→ WORK REQUEST
Every line of the listing that contains the word "mouth" is to be copied out.

================

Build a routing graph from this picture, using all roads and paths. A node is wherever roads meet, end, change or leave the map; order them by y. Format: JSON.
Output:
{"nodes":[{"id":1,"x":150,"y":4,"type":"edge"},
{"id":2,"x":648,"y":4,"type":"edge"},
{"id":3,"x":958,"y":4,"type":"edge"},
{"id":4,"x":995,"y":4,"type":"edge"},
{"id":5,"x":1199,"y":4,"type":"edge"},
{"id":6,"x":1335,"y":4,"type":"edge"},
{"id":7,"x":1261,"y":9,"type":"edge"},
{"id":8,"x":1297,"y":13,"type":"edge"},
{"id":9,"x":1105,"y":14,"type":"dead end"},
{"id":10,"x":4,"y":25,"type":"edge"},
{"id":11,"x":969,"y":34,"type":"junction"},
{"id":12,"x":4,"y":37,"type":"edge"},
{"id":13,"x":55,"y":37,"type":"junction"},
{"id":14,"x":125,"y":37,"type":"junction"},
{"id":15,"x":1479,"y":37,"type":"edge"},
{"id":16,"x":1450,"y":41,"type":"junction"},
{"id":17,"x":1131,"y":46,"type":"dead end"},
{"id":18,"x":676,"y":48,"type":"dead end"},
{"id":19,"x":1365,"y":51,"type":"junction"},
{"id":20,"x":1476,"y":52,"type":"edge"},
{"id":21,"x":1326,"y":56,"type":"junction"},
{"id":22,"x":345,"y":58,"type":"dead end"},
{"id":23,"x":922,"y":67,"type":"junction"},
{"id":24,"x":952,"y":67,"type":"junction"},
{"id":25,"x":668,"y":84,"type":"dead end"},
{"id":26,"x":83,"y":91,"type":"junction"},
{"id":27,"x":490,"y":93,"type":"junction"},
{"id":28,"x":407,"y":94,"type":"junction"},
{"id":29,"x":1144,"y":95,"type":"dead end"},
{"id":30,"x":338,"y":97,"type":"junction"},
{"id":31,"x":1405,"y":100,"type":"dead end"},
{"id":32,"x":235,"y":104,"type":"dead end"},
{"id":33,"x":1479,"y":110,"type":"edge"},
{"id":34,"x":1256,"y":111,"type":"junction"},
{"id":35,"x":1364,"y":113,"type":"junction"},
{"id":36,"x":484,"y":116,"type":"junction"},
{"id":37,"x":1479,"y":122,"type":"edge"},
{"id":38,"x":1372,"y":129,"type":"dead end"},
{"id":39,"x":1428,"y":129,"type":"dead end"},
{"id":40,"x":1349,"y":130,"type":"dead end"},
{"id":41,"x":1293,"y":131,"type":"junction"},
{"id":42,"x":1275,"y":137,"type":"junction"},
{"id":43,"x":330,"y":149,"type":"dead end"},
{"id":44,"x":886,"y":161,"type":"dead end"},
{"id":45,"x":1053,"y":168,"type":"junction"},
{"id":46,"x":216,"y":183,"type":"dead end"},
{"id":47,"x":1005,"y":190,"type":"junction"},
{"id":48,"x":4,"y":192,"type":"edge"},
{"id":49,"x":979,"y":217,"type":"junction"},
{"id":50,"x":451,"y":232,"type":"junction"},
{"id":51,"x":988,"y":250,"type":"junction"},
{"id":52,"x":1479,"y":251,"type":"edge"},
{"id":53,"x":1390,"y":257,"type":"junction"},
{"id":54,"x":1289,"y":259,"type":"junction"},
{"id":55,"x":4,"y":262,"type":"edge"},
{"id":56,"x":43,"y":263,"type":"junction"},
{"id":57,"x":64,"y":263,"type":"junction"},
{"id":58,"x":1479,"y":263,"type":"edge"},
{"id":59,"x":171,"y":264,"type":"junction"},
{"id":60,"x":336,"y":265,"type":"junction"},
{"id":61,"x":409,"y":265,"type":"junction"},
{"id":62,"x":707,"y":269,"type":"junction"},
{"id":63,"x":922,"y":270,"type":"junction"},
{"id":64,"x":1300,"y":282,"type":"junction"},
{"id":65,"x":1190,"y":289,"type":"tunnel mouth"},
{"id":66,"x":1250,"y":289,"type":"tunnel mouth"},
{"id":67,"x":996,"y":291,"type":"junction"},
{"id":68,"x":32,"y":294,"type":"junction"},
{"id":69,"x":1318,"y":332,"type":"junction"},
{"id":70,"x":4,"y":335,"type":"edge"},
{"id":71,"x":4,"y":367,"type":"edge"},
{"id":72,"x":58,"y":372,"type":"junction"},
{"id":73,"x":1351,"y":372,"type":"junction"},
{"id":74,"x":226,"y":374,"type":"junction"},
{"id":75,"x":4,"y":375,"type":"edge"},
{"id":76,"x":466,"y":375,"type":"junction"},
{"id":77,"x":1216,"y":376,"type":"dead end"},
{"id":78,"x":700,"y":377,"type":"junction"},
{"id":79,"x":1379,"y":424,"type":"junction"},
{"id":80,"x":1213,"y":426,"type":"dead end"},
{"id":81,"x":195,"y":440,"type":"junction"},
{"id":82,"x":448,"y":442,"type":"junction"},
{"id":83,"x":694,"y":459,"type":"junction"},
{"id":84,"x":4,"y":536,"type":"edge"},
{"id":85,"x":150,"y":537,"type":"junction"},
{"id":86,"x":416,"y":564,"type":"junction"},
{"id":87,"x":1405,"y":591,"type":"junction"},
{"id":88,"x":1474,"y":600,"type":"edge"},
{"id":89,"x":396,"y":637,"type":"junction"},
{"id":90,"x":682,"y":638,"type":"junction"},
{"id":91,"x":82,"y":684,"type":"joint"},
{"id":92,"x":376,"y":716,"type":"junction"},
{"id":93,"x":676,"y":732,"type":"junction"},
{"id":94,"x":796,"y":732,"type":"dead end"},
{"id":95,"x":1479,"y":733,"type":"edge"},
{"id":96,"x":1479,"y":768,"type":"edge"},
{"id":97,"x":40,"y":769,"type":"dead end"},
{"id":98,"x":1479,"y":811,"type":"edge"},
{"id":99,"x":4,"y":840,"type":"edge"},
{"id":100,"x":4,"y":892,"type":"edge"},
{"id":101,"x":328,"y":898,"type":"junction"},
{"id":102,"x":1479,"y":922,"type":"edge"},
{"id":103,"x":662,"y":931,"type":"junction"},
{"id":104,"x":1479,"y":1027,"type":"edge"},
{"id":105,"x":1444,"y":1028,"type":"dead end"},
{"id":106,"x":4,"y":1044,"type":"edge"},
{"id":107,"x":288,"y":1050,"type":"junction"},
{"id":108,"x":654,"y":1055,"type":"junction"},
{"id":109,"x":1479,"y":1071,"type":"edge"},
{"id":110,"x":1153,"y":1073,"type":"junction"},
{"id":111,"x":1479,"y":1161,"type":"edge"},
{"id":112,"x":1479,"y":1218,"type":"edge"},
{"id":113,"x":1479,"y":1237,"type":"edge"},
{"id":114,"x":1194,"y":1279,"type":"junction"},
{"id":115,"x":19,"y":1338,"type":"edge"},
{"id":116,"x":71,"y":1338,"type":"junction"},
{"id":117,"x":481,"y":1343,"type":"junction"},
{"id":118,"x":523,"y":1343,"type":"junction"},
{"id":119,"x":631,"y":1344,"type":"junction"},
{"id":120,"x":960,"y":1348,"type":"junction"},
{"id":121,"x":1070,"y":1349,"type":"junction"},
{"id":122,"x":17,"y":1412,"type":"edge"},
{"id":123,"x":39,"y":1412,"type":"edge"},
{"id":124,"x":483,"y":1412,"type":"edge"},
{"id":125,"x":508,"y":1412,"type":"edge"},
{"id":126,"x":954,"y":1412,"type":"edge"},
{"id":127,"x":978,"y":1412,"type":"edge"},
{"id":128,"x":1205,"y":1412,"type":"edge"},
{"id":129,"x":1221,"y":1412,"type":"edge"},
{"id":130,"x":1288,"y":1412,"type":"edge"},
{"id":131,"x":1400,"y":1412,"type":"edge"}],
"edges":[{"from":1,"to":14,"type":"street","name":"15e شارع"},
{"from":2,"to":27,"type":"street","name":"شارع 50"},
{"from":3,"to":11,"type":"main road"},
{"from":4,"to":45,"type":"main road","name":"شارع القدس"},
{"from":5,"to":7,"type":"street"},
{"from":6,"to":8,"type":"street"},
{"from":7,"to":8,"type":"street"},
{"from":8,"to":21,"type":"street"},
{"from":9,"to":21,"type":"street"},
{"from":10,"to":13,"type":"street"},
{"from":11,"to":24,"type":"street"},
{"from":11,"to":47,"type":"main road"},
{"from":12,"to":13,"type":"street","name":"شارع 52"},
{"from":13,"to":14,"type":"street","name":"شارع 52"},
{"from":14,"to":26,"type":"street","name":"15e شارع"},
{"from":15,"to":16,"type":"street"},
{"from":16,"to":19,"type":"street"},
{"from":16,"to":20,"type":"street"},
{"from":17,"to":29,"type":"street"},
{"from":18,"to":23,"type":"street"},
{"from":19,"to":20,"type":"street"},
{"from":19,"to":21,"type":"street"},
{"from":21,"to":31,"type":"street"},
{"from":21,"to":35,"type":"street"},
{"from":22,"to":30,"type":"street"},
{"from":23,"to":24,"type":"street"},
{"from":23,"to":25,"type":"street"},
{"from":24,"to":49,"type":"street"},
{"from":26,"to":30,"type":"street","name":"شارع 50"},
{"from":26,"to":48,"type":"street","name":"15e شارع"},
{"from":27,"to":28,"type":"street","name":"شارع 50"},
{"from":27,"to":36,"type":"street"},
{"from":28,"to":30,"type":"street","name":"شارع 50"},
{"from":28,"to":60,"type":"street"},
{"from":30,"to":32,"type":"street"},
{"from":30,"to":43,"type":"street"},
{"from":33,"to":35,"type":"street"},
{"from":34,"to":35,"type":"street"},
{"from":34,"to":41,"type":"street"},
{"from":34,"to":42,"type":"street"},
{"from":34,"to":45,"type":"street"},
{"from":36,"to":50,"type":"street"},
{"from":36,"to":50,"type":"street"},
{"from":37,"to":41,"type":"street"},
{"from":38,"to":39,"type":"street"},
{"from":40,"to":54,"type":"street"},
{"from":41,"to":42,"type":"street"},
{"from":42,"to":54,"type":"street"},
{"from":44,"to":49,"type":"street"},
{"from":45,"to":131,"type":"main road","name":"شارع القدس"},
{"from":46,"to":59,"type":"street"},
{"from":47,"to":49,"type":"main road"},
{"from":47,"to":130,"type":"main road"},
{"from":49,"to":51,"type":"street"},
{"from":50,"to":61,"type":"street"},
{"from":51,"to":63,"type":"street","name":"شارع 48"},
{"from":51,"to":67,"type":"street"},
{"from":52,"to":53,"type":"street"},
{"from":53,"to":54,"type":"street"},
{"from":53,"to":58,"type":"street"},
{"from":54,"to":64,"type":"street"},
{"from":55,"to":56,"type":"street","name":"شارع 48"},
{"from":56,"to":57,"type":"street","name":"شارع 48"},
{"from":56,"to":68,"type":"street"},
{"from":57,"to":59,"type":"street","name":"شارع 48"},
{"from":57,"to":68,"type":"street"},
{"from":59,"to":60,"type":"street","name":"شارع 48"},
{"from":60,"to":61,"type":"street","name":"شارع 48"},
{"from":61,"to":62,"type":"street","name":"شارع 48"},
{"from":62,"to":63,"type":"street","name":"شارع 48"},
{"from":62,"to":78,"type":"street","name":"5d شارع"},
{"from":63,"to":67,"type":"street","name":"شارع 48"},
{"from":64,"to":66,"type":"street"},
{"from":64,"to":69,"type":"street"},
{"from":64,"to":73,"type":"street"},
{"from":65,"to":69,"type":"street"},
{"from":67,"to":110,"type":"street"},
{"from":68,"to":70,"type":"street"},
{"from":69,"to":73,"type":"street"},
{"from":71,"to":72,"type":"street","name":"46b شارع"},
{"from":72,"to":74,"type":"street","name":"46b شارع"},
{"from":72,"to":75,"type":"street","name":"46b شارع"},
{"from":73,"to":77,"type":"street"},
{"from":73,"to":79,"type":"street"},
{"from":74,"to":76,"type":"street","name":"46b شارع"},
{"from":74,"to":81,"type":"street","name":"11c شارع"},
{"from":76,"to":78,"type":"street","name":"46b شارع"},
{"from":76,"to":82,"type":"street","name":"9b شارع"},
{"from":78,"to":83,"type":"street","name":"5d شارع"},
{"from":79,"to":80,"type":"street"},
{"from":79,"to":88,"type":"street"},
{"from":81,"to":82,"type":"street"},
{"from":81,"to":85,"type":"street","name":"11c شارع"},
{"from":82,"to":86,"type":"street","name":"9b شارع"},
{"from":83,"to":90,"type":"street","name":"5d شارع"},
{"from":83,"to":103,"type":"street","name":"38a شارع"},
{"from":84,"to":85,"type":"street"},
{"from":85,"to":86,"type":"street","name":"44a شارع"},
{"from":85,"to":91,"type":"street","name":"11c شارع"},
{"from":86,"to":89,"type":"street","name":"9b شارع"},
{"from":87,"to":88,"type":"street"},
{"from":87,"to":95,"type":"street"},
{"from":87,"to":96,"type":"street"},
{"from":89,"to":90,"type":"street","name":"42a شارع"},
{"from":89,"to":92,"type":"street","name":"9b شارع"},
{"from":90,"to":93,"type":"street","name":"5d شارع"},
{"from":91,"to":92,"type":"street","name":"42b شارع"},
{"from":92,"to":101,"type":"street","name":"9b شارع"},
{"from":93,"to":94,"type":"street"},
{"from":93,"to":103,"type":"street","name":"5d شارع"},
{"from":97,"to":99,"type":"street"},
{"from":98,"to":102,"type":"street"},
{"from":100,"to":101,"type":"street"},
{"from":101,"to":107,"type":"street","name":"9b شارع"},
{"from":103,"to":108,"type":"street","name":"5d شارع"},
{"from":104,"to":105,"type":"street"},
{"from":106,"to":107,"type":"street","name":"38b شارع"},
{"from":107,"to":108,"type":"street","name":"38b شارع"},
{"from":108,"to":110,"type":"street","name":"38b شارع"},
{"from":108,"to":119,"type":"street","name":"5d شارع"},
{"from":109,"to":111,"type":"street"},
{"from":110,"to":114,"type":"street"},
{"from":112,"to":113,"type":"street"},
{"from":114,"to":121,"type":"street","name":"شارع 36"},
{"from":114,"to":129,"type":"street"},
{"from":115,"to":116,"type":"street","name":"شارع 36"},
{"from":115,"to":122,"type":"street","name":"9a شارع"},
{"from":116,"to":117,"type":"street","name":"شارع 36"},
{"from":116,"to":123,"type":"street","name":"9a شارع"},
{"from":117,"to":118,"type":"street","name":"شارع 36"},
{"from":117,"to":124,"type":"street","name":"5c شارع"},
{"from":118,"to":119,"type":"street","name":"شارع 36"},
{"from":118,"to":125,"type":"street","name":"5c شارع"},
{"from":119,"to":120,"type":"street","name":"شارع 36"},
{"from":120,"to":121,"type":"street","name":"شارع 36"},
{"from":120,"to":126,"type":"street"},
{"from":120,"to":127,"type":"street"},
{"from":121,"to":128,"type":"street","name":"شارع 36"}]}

================

→ SOLUTION FOR THIS PROBLEM
{"id":65,"x":1190,"y":289,"type":"tunnel mouth"},
{"id":66,"x":1250,"y":289,"type":"tunnel mouth"},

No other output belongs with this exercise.